Saved entries
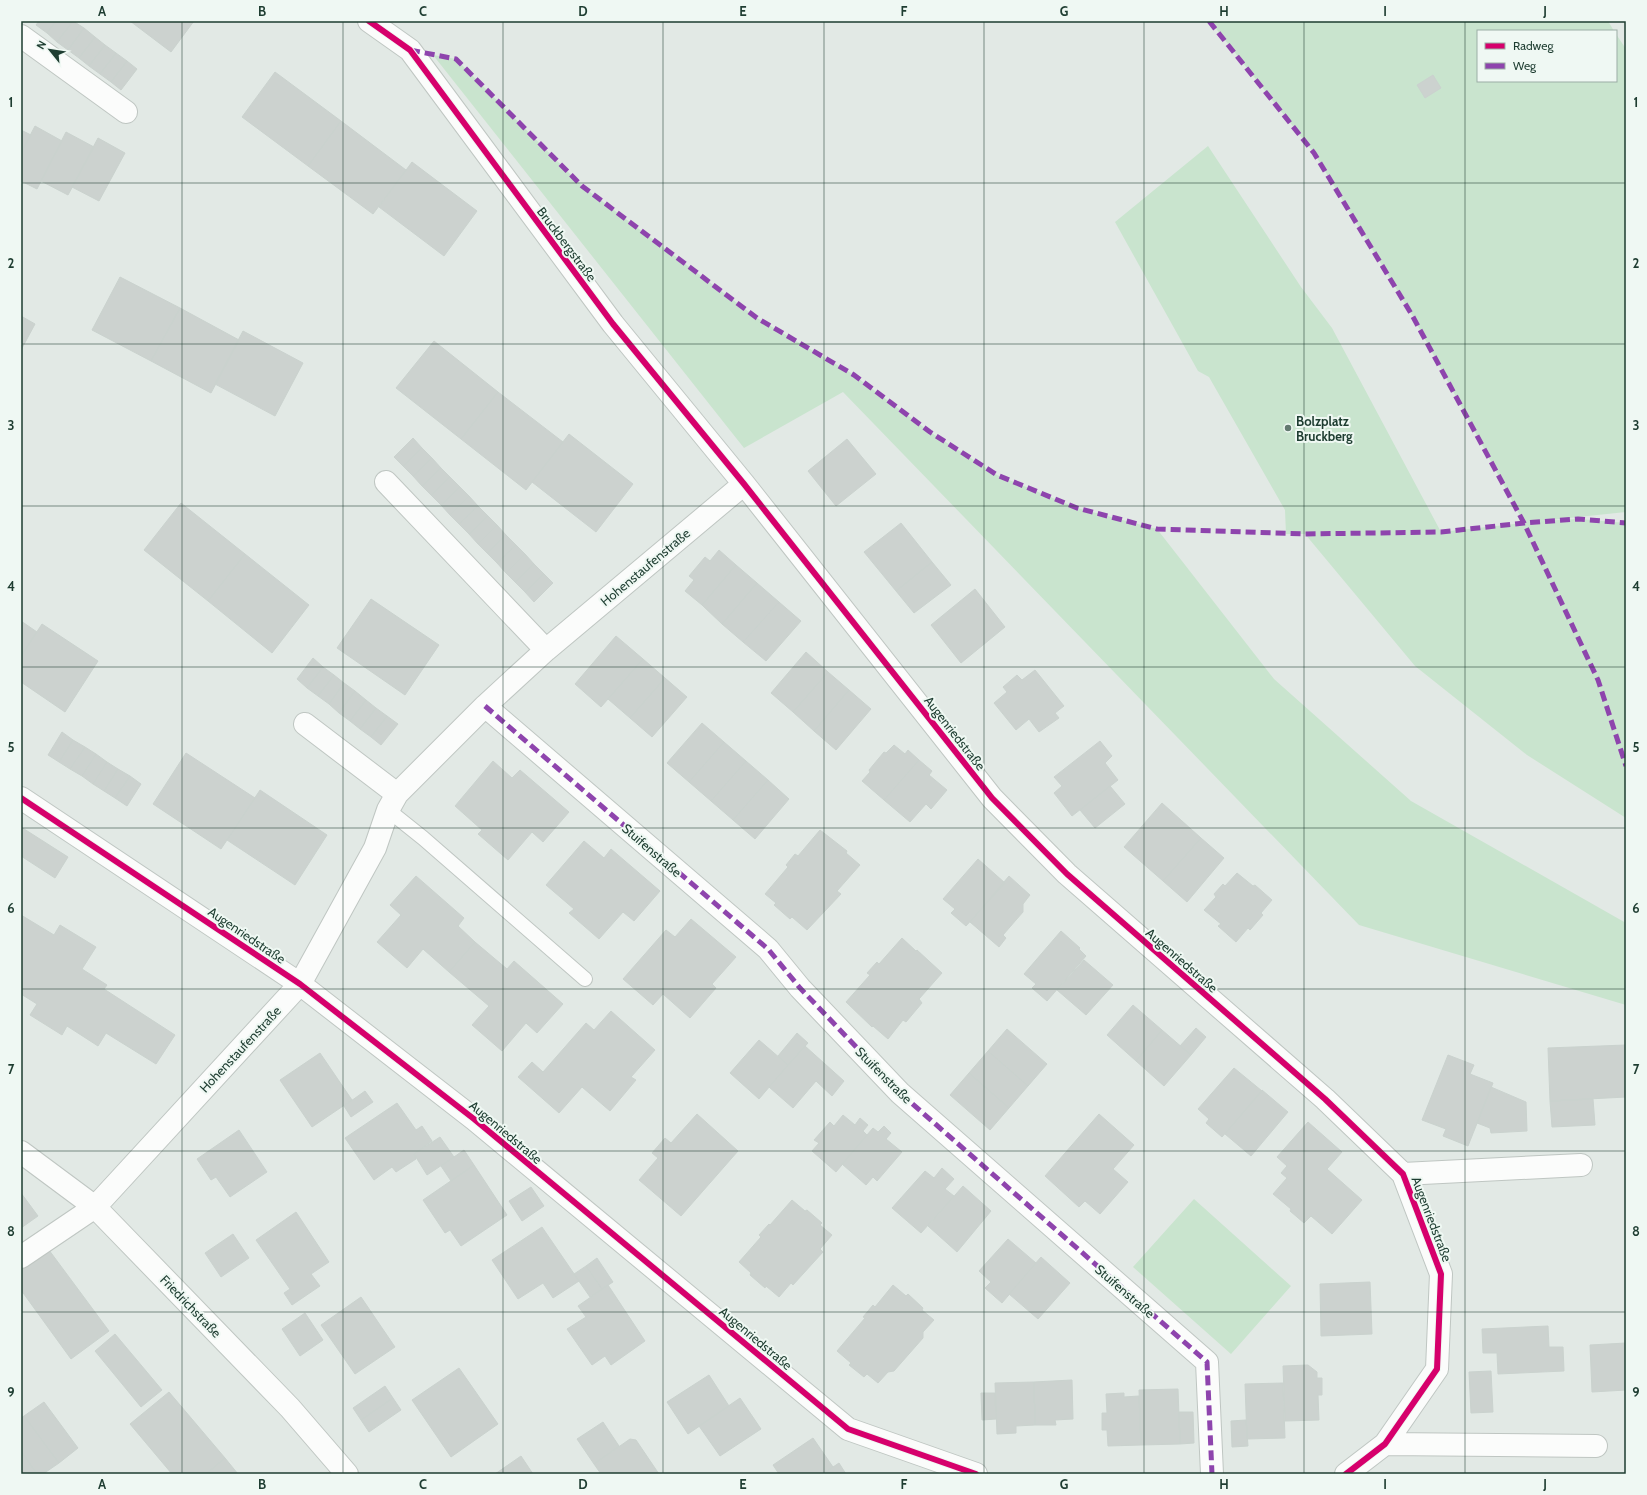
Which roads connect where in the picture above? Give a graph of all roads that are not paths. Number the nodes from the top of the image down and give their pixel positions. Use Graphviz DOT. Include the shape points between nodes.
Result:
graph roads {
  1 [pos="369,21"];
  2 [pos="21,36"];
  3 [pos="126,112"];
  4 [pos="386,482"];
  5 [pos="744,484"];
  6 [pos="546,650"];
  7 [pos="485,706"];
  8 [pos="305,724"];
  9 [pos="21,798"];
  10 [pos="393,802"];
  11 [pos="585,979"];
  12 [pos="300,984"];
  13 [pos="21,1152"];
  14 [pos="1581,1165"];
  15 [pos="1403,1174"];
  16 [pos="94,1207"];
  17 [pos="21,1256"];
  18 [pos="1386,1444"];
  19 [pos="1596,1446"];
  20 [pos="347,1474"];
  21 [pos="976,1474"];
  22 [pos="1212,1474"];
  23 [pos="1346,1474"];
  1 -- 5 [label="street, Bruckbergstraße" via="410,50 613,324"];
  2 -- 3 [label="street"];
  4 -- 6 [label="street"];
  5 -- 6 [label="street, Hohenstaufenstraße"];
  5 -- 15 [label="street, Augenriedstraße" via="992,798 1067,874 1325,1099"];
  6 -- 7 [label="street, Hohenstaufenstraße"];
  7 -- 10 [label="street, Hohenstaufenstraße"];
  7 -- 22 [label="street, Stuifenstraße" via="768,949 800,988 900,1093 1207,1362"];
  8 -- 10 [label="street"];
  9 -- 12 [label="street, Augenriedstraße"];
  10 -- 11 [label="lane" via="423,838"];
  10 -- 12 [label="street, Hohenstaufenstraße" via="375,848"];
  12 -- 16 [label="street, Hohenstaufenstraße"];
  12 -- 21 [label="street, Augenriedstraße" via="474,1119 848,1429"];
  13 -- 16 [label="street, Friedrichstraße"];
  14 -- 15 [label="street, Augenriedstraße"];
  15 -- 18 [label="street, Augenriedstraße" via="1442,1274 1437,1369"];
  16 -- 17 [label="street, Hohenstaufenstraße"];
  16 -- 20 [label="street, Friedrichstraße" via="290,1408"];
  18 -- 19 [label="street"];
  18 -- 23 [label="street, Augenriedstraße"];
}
---
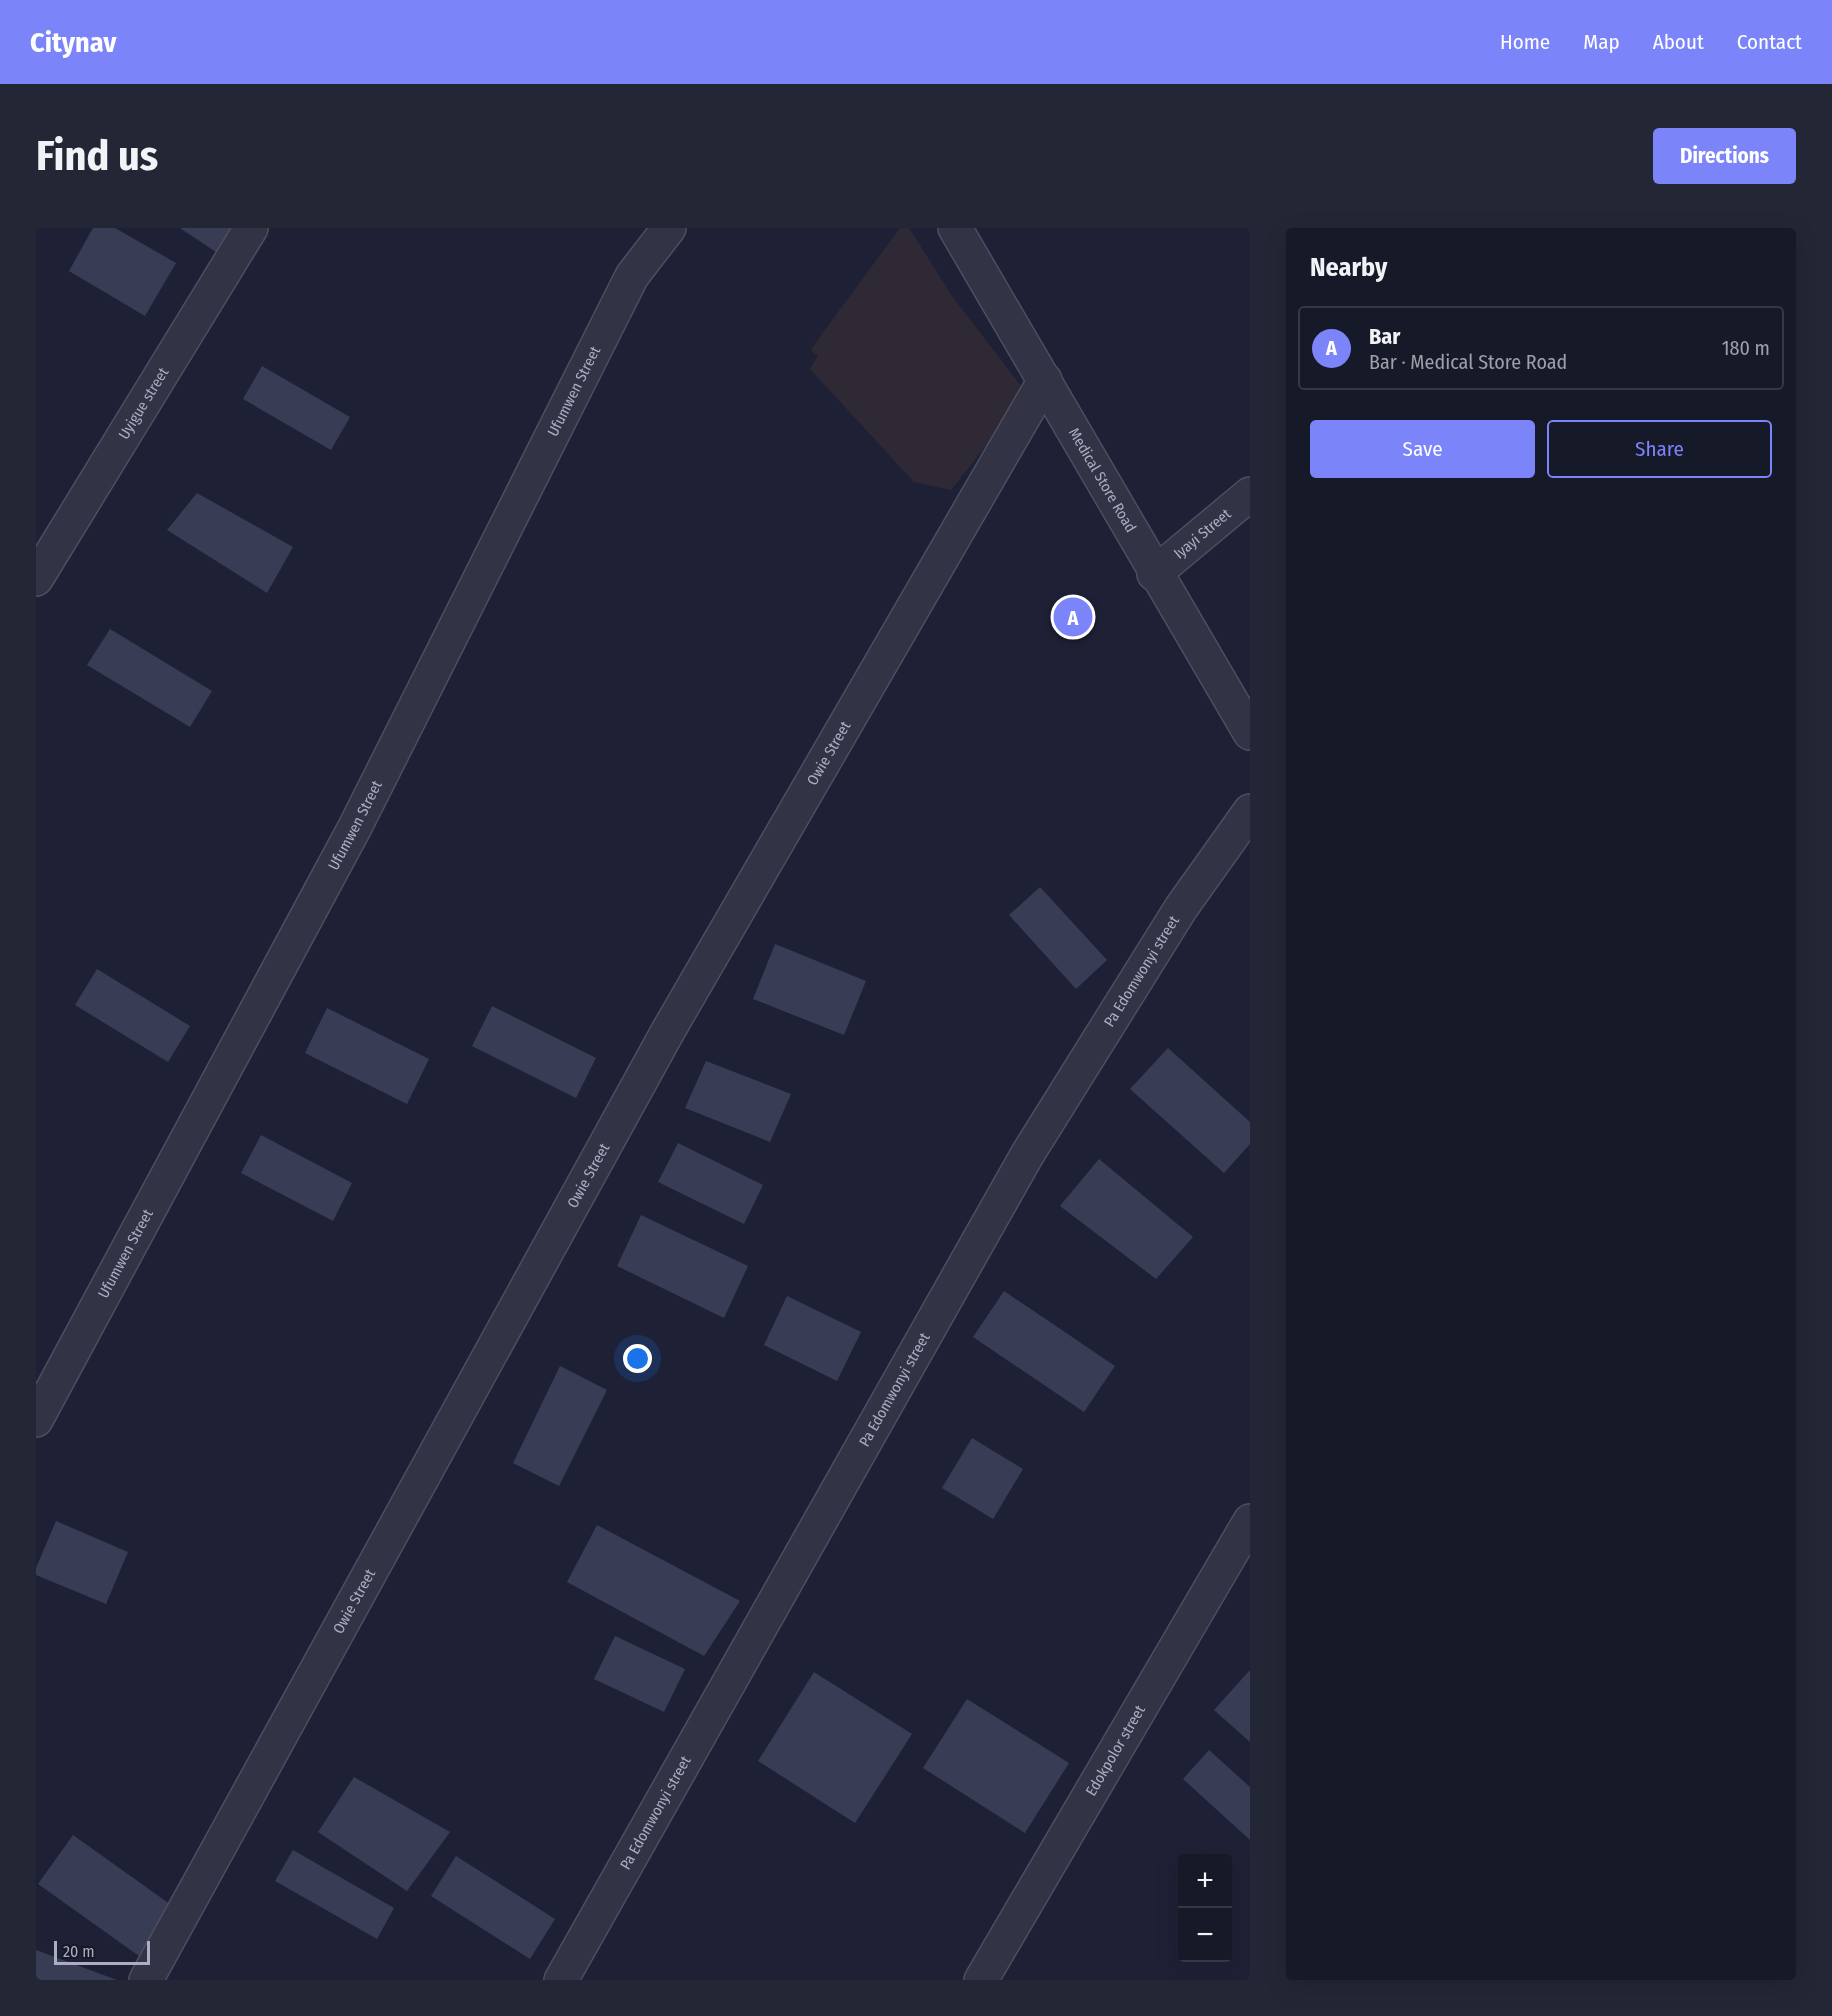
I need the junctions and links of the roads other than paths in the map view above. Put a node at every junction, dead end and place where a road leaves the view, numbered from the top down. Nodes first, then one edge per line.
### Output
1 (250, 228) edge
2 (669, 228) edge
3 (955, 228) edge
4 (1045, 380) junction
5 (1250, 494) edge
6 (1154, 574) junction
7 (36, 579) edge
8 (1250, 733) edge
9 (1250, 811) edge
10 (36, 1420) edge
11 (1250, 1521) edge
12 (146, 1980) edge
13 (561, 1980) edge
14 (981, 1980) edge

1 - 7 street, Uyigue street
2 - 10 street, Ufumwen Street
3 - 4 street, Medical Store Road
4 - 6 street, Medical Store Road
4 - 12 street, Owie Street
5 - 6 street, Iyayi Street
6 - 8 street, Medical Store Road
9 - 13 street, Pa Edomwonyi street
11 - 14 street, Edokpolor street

Work item:
Gather up, from the records above, each line where the word "down" appears.

Solved exercise:
Which roads connect where in the picture above? Give a graph of all roads that are not paths. Number the nodes from the top of the image down and give their pixel positions. Use Graphviz DOT. Include the shape points between nodes.
I need the junctions and links of the roads other than paths in the map view above. Put a node at every junction, dead end and place where a road leaves the view, numbered from the top down. Nodes first, then one edge per line.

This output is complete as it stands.